> _What is needed_
When a line in the records contains the string "Coyametl", copy that line.

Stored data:
::::::::::

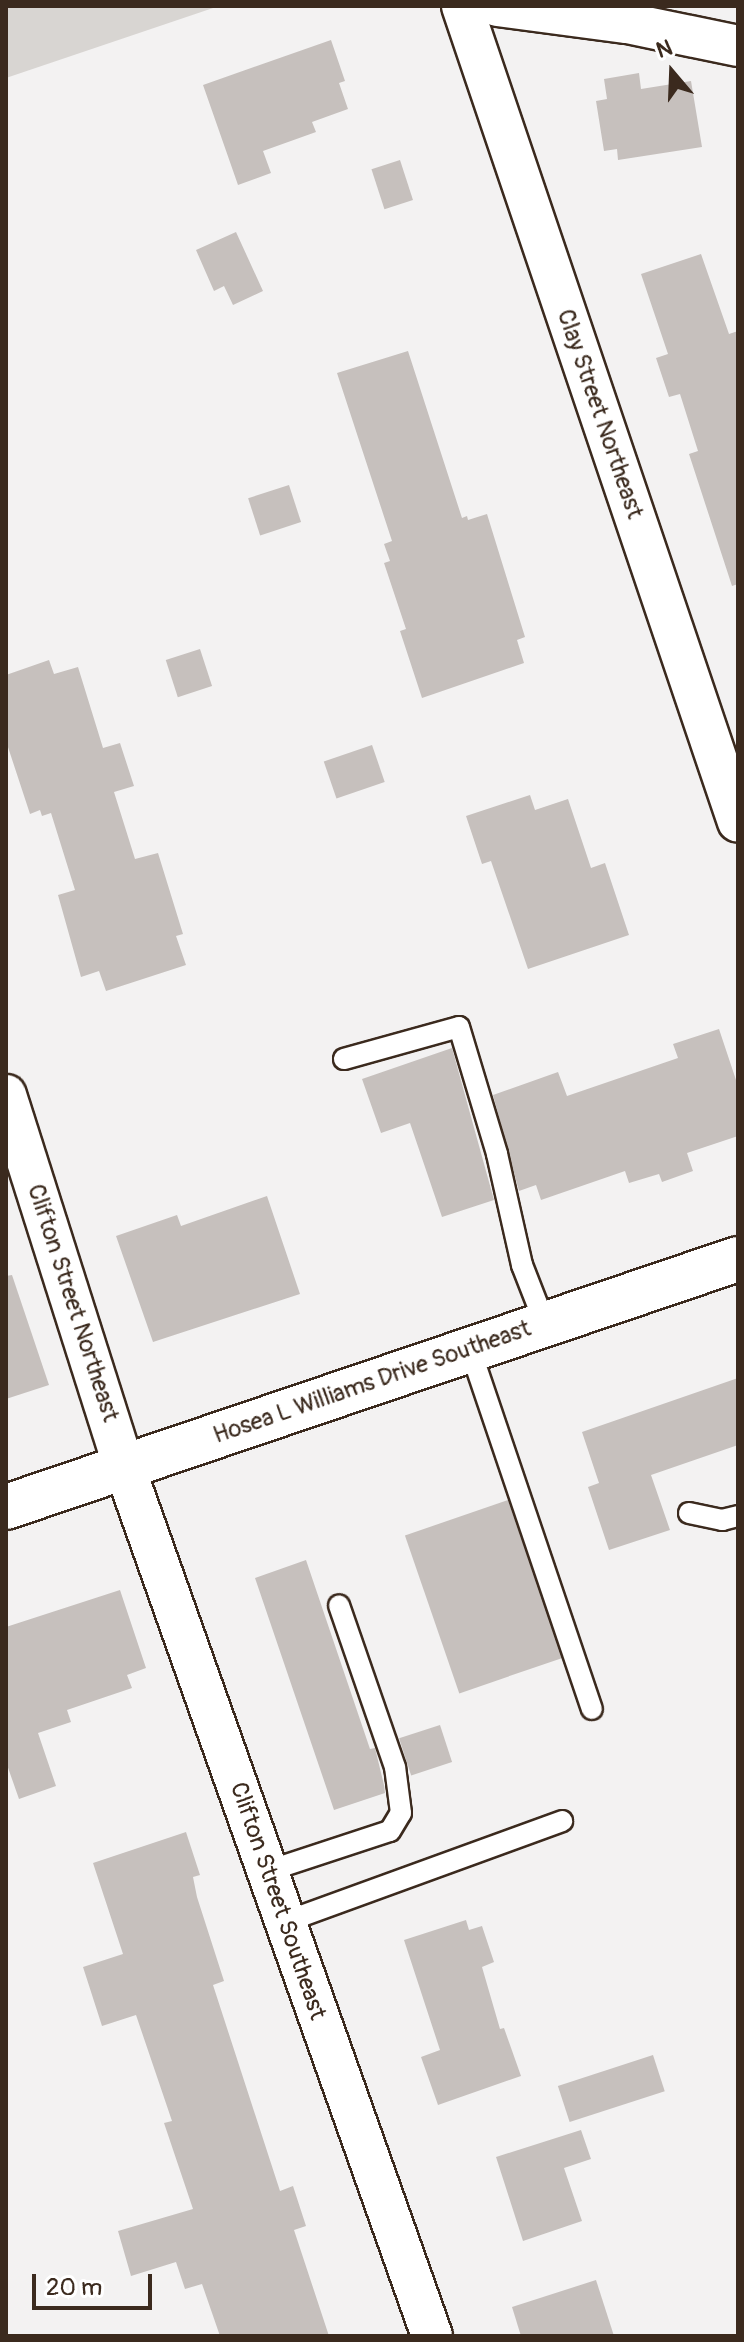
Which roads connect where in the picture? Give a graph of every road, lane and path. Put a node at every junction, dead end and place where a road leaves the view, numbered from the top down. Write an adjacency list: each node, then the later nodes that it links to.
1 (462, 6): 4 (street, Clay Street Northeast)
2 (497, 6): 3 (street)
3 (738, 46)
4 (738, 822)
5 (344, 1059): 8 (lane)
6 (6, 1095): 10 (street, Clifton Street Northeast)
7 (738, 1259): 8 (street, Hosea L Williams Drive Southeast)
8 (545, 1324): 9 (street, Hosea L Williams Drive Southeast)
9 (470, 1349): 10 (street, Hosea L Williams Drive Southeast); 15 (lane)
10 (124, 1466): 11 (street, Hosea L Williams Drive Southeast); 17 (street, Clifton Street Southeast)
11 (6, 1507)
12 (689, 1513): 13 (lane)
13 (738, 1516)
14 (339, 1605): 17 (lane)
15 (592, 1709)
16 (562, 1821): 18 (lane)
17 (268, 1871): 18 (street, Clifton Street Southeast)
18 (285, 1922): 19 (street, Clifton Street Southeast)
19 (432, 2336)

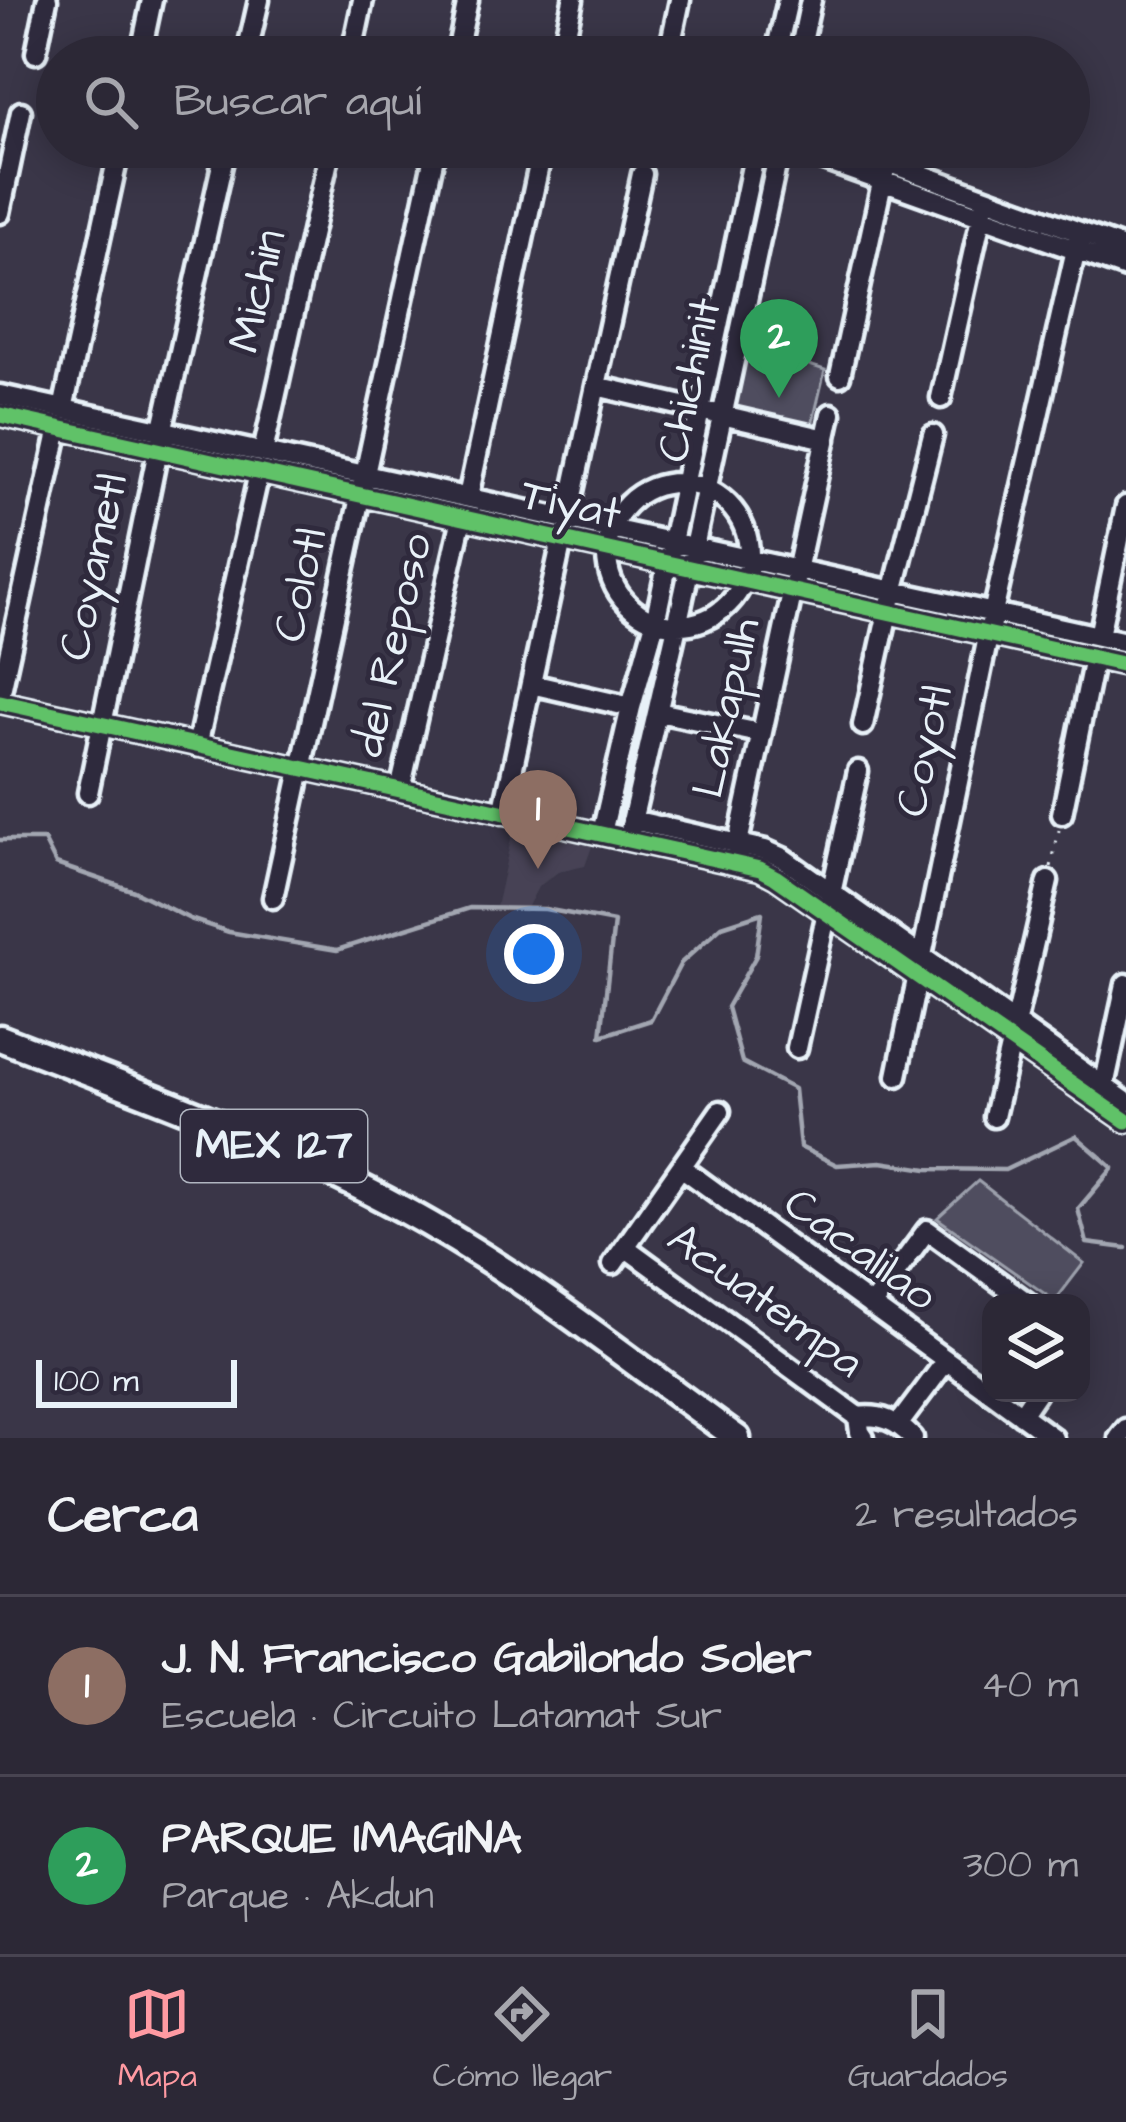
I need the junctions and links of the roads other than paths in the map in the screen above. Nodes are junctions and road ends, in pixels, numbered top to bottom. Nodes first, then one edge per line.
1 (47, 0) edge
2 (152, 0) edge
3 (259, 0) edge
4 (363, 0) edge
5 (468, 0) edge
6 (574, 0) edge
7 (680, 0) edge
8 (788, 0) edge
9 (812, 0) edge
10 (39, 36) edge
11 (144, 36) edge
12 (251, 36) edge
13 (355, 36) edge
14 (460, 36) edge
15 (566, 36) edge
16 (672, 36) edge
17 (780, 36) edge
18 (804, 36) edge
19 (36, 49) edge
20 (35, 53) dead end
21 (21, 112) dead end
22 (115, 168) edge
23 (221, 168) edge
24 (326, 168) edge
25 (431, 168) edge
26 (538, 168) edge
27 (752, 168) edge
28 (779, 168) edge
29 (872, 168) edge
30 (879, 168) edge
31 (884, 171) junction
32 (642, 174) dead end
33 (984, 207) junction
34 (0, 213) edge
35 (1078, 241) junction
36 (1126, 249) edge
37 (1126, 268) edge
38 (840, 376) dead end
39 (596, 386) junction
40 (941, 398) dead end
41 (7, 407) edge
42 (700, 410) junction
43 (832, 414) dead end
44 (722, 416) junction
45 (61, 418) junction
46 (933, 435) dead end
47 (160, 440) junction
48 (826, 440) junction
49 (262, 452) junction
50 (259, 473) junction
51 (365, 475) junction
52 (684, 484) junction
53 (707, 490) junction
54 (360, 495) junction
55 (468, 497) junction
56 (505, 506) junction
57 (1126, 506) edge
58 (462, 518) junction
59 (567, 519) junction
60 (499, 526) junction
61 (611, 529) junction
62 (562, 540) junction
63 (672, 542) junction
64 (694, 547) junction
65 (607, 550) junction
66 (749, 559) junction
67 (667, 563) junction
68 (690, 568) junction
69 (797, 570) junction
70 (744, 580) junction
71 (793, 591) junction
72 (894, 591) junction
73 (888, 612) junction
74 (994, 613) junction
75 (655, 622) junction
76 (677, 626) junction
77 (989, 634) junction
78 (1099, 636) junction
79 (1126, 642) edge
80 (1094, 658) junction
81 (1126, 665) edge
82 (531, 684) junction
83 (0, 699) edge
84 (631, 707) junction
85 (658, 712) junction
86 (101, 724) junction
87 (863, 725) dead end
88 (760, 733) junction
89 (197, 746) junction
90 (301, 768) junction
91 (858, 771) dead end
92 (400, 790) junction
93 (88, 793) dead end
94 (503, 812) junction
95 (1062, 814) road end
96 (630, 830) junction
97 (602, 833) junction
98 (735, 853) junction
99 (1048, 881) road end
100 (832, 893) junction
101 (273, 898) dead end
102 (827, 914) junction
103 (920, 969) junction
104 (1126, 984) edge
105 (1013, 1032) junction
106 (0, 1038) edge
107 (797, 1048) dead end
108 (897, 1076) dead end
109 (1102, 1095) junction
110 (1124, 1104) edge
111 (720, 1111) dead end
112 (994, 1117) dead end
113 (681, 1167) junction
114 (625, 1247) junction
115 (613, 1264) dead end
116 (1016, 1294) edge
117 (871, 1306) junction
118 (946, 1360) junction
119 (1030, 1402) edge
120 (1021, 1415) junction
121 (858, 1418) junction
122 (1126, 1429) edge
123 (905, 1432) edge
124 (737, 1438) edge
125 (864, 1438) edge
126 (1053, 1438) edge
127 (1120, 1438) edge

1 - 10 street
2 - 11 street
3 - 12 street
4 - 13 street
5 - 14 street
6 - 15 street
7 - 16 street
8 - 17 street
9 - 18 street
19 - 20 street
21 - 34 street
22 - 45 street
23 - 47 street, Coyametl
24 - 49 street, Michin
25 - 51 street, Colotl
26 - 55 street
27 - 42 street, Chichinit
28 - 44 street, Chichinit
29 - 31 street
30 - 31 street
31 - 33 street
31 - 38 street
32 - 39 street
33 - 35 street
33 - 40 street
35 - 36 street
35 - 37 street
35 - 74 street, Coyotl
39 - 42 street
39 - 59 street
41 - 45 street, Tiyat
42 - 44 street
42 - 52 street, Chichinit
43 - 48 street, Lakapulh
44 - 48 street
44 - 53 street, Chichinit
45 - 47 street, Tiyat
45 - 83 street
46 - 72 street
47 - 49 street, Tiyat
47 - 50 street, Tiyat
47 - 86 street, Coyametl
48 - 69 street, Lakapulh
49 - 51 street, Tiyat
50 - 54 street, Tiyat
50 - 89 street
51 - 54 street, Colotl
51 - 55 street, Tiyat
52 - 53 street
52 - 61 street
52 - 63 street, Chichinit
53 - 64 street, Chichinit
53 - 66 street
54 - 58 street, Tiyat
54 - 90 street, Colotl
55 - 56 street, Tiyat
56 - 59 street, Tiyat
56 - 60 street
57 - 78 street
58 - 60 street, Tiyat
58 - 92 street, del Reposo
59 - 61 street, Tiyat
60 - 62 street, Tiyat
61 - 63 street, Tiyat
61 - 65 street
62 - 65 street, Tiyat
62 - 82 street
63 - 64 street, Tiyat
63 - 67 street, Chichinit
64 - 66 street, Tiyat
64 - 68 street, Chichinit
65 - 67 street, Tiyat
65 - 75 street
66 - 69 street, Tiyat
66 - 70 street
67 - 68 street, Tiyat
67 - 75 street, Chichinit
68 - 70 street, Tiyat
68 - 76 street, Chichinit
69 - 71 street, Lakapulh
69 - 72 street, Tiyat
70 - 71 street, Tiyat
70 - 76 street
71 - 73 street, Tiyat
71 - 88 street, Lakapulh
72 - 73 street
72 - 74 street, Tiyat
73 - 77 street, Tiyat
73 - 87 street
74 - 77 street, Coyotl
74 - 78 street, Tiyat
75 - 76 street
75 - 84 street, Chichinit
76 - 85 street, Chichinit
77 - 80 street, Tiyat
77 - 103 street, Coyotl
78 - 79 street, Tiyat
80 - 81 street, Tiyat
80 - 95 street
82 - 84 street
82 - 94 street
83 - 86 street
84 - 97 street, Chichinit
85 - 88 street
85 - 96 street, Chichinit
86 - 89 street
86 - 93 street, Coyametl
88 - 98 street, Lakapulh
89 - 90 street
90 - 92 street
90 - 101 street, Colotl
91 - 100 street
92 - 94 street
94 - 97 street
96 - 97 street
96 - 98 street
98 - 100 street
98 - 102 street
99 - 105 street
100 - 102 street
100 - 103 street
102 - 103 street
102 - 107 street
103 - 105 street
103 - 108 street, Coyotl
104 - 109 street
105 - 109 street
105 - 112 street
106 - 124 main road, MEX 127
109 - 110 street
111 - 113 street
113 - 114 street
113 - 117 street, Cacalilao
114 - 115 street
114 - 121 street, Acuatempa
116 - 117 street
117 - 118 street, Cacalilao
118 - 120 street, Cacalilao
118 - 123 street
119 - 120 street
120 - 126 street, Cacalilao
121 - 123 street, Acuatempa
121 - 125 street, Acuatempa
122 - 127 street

::::::::::

> _Solution to this task_
23 - 47 street, Coyametl
47 - 86 street, Coyametl
86 - 93 street, Coyametl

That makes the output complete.